What you need to do: Where the records below show the word "Service" in a line, please copy that line.

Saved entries
= Beginning of Section =

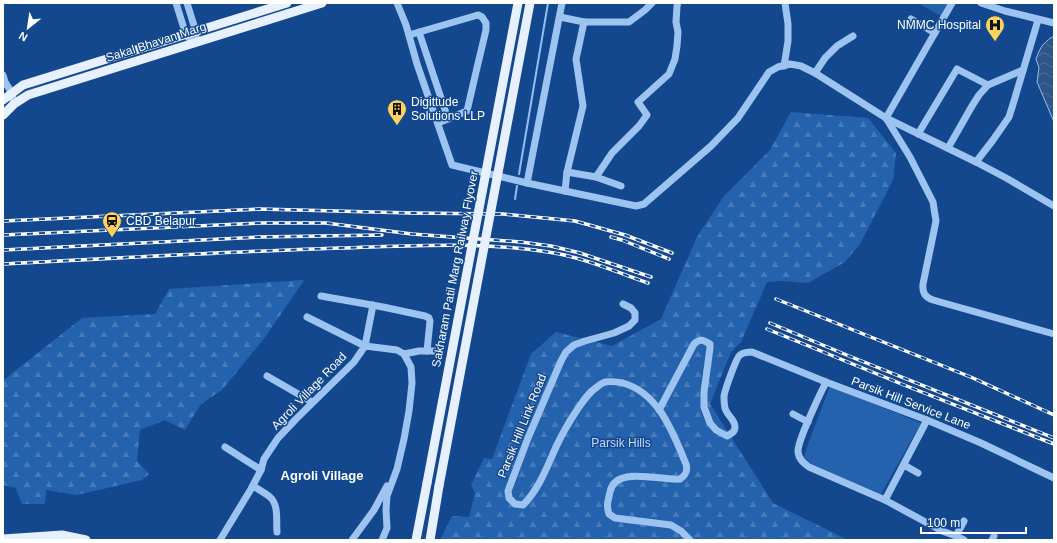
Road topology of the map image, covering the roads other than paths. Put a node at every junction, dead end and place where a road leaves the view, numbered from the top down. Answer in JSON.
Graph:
{"nodes":[{"id":1,"x":176,"y":3,"type":"edge"},
{"id":2,"x":187,"y":3,"type":"edge"},
{"id":3,"x":287,"y":3,"type":"edge"},
{"id":4,"x":322,"y":3,"type":"edge"},
{"id":5,"x":397,"y":3,"type":"edge"},
{"id":6,"x":518,"y":3,"type":"edge"},
{"id":7,"x":530,"y":3,"type":"edge"},
{"id":8,"x":562,"y":3,"type":"edge"},
{"id":9,"x":652,"y":3,"type":"edge"},
{"id":10,"x":678,"y":3,"type":"edge"},
{"id":11,"x":785,"y":3,"type":"edge"},
{"id":12,"x":952,"y":3,"type":"edge"},
{"id":13,"x":981,"y":3,"type":"edge"},
{"id":14,"x":560,"y":17,"type":"junction"},
{"id":15,"x":911,"y":19,"type":"dead end"},
{"id":16,"x":1038,"y":20,"type":"junction"},
{"id":17,"x":584,"y":22,"type":"junction"},
{"id":18,"x":1054,"y":23,"type":"edge"},
{"id":19,"x":196,"y":32,"type":"junction"},
{"id":20,"x":419,"y":32,"type":"junction"},
{"id":21,"x":935,"y":32,"type":"junction"},
{"id":22,"x":186,"y":35,"type":"junction"},
{"id":23,"x":409,"y":35,"type":"junction"},
{"id":24,"x":853,"y":36,"type":"dead end"},
{"id":25,"x":194,"y":43,"type":"junction"},
{"id":26,"x":784,"y":66,"type":"junction"},
{"id":27,"x":1023,"y":70,"type":"junction"},
{"id":28,"x":815,"y":73,"type":"junction"},
{"id":29,"x":3,"y":75,"type":"edge"},
{"id":30,"x":988,"y":85,"type":"junction"},
{"id":31,"x":12,"y":93,"type":"junction"},
{"id":32,"x":3,"y":100,"type":"edge"},
{"id":33,"x":14,"y":104,"type":"junction"},
{"id":34,"x":3,"y":115,"type":"edge"},
{"id":35,"x":886,"y":118,"type":"junction"},
{"id":36,"x":448,"y":119,"type":"junction"},
{"id":37,"x":438,"y":123,"type":"junction"},
{"id":38,"x":918,"y":134,"type":"junction"},
{"id":39,"x":948,"y":148,"type":"junction"},
{"id":40,"x":976,"y":162,"type":"junction"},
{"id":41,"x":567,"y":172,"type":"junction"},
{"id":42,"x":596,"y":177,"type":"junction"},
{"id":43,"x":527,"y":183,"type":"junction"},
{"id":44,"x":621,"y":186,"type":"dead end"},
{"id":45,"x":565,"y":191,"type":"junction"},
{"id":46,"x":1054,"y":206,"type":"edge"},
{"id":47,"x":321,"y":296,"type":"dead end"},
{"id":48,"x":623,"y":304,"type":"dead end"},
{"id":49,"x":373,"y":305,"type":"junction"},
{"id":50,"x":307,"y":317,"type":"dead end"},
{"id":51,"x":1054,"y":334,"type":"edge"},
{"id":52,"x":365,"y":346,"type":"junction"},
{"id":53,"x":427,"y":351,"type":"junction"},
{"id":54,"x":440,"y":351,"type":"dead end"},
{"id":55,"x":404,"y":354,"type":"junction"},
{"id":56,"x":267,"y":376,"type":"dead end"},
{"id":57,"x":826,"y":382,"type":"junction"},
{"id":58,"x":312,"y":402,"type":"junction"},
{"id":59,"x":660,"y":410,"type":"junction"},
{"id":60,"x":792,"y":414,"type":"dead end"},
{"id":61,"x":926,"y":420,"type":"junction"},
{"id":62,"x":808,"y":422,"type":"junction"},
{"id":63,"x":225,"y":447,"type":"dead end"},
{"id":64,"x":904,"y":465,"type":"junction"},
{"id":65,"x":397,"y":469,"type":"junction"},
{"id":66,"x":261,"y":470,"type":"junction"},
{"id":67,"x":918,"y":473,"type":"dead end"},
{"id":68,"x":1054,"y":478,"type":"edge"},
{"id":69,"x":253,"y":486,"type":"junction"},
{"id":70,"x":886,"y":500,"type":"junction"},
{"id":71,"x":964,"y":521,"type":"dead end"},
{"id":72,"x":277,"y":532,"type":"dead end"},
{"id":73,"x":956,"y":536,"type":"junction"},
{"id":74,"x":3,"y":539,"type":"edge"},
{"id":75,"x":86,"y":540,"type":"edge"},
{"id":76,"x":220,"y":540,"type":"edge"},
{"id":77,"x":352,"y":540,"type":"edge"},
{"id":78,"x":382,"y":540,"type":"edge"},
{"id":79,"x":416,"y":540,"type":"edge"},
{"id":80,"x":430,"y":540,"type":"edge"},
{"id":81,"x":690,"y":540,"type":"edge"},
{"id":82,"x":964,"y":540,"type":"edge"}],
"edges":[{"from":1,"to":22,"type":"street"},
{"from":2,"to":19,"type":"street"},
{"from":3,"to":19,"type":"main road","name":"Sakal Bhavan Marg"},
{"from":4,"to":25,"type":"main road","name":"Sakal Bhavan Marg"},
{"from":5,"to":23,"type":"street"},
{"from":6,"to":79,"type":"main road","name":"Sakharam Patil Marg Railway Flyover","bridge":true},
{"from":7,"to":80,"type":"main road","name":"Sakharam Patil Marg Railway Flyover","bridge":true},
{"from":8,"to":14,"type":"street"},
{"from":9,"to":17,"type":"street"},
{"from":10,"to":42,"type":"street"},
{"from":11,"to":26,"type":"street"},
{"from":12,"to":21,"type":"street"},
{"from":13,"to":16,"type":"street"},
{"from":14,"to":17,"type":"street"},
{"from":14,"to":43,"type":"street"},
{"from":15,"to":21,"type":"street"},
{"from":16,"to":18,"type":"street"},
{"from":16,"to":27,"type":"street"},
{"from":17,"to":41,"type":"street"},
{"from":19,"to":22,"type":"main road","name":"Sakal Bhavan Marg"},
{"from":19,"to":25,"type":"street"},
{"from":20,"to":23,"type":"street"},
{"from":20,"to":36,"type":"street"},
{"from":20,"to":36,"type":"street"},
{"from":21,"to":35,"type":"street"},
{"from":22,"to":25,"type":"street"},
{"from":22,"to":31,"type":"main road","name":"Sakal Bhavan Marg"},
{"from":23,"to":37,"type":"street"},
{"from":24,"to":28,"type":"street"},
{"from":25,"to":33,"type":"main road","name":"Sakal Bhavan Marg"},
{"from":26,"to":28,"type":"street"},
{"from":26,"to":45,"type":"street"},
{"from":27,"to":30,"type":"street"},
{"from":27,"to":40,"type":"street"},
{"from":28,"to":35,"type":"street"},
{"from":29,"to":31,"type":"street"},
{"from":30,"to":38,"type":"street"},
{"from":30,"to":39,"type":"street"},
{"from":31,"to":32,"type":"main road","name":"Sakal Bhavan Marg"},
{"from":31,"to":33,"type":"street"},
{"from":32,"to":33,"type":"street"},
{"from":33,"to":34,"type":"main road","name":"Sakal Bhavan Marg"},
{"from":35,"to":38,"type":"street"},
{"from":35,"to":51,"type":"street"},
{"from":36,"to":37,"type":"street"},
{"from":37,"to":43,"type":"street"},
{"from":38,"to":39,"type":"street"},
{"from":39,"to":40,"type":"street"},
{"from":40,"to":46,"type":"street"},
{"from":41,"to":42,"type":"street"},
{"from":41,"to":45,"type":"street"},
{"from":42,"to":44,"type":"street"},
{"from":43,"to":45,"type":"street"},
{"from":47,"to":49,"type":"street"},
{"from":48,"to":59,"type":"street","name":"Parsik Hill Link Road"},
{"from":49,"to":52,"type":"street"},
{"from":49,"to":53,"type":"street"},
{"from":50,"to":52,"type":"street"},
{"from":52,"to":55,"type":"street"},
{"from":52,"to":58,"type":"street","name":"Agroli Village Road"},
{"from":53,"to":54,"type":"street"},
{"from":53,"to":55,"type":"street"},
{"from":55,"to":65,"type":"street"},
{"from":56,"to":58,"type":"street"},
{"from":57,"to":59,"type":"street","name":"Parsik Hill Service Lane"},
{"from":57,"to":61,"type":"street","name":"Parsik Hill Service Lane"},
{"from":57,"to":62,"type":"street"},
{"from":58,"to":66,"type":"street","name":"Agroli Village Road"},
{"from":59,"to":81,"type":"street","name":"Parsik Hill Link Road"},
{"from":60,"to":62,"type":"street"},
{"from":61,"to":64,"type":"street"},
{"from":61,"to":68,"type":"street","name":"Parsik Hill Service Lane"},
{"from":62,"to":70,"type":"street"},
{"from":63,"to":66,"type":"street"},
{"from":64,"to":67,"type":"street"},
{"from":64,"to":70,"type":"street"},
{"from":65,"to":77,"type":"street"},
{"from":65,"to":78,"type":"street"},
{"from":66,"to":69,"type":"street","name":"Agroli Village Road"},
{"from":69,"to":72,"type":"street"},
{"from":69,"to":76,"type":"street","name":"Agroli Village Road"},
{"from":70,"to":73,"type":"street"},
{"from":71,"to":73,"type":"street"},
{"from":73,"to":82,"type":"street"},
{"from":74,"to":75,"type":"main road"}]}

= End of Section =

Result:
{"from":57,"to":59,"type":"street","name":"Parsik Hill Service Lane"},
{"from":57,"to":61,"type":"street","name":"Parsik Hill Service Lane"},
{"from":61,"to":68,"type":"street","name":"Parsik Hill Service Lane"},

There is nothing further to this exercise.